The MQ model developed in Kenyan children using intensive sampling was applied to data collected from children from Burkina Faso, Tanzania and Kenya. Similar non-significant or small biases and precision per study centre were estimated, suggesting comparable drug exposure among different populations. The relationships between therapeutic response and pharmacokinetics of MQ as monotherapy and in combination with AS have been previously compared in a Thai population [41]. Recrudescence of infection in 24% and 2% of patients was reported in cases of MQ administered alone and with AS, respectively, indicating that the addition of the artemisinin derivative improved the cure rates considerably. Furthermore, no significant association could be found between MQ pharmacokinetics and treatment response.
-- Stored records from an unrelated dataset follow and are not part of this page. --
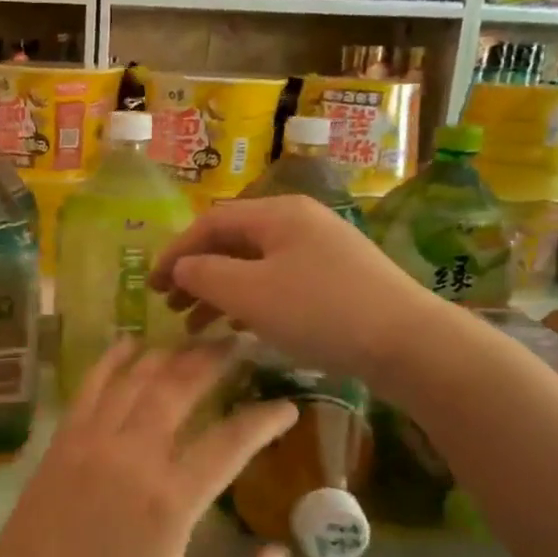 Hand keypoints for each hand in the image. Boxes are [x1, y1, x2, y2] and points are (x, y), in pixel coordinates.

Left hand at [0, 340, 298, 556]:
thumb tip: (281, 552)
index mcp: (170, 499)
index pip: (231, 442)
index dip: (265, 420)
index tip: (288, 406)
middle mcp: (133, 456)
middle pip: (181, 389)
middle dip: (215, 360)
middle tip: (240, 342)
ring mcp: (92, 443)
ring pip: (136, 380)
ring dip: (169, 354)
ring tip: (196, 339)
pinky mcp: (63, 442)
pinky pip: (89, 388)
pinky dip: (112, 360)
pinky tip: (130, 343)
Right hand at [149, 195, 428, 380]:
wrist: (407, 342)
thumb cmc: (320, 312)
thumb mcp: (251, 293)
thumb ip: (206, 275)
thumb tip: (181, 267)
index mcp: (277, 214)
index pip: (210, 223)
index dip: (175, 251)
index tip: (149, 285)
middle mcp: (299, 222)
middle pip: (232, 241)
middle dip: (196, 272)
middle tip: (169, 305)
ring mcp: (321, 250)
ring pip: (254, 264)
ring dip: (219, 291)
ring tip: (193, 324)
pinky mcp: (336, 279)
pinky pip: (278, 281)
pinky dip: (249, 301)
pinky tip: (237, 327) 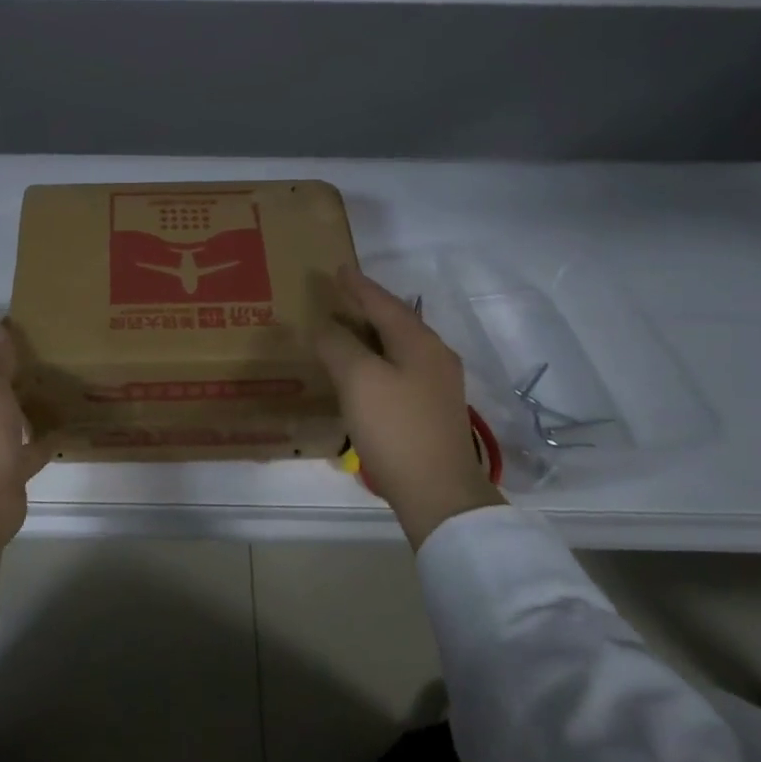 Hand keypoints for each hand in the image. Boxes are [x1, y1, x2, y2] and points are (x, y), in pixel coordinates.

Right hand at [316, 266, 505, 549]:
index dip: (359, 286)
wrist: (437, 491)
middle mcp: (434, 357)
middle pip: (396, 322)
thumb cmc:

In line with these results, only 3% of the African paediatric population studied presented recrudescence of infection, which could not be related to MQ exposure within the study period. The low number of cases of malaria recrudescence might have limited the likelihood of detecting such an association.

Conclusions

The study described provides the pharmacokinetic parameters for MQ and AS, administered as a FDC of AS/MQ, in African children under the age of 5 years with acute P. falciparum malaria. The considerable variability characterizing the pharmacokinetics of these two anti-malarial drugs can be partly explained by children’s body weight, justifying the current dosing recommendations based on weight-for-age considerations, to ensure similar exposure in children and adults.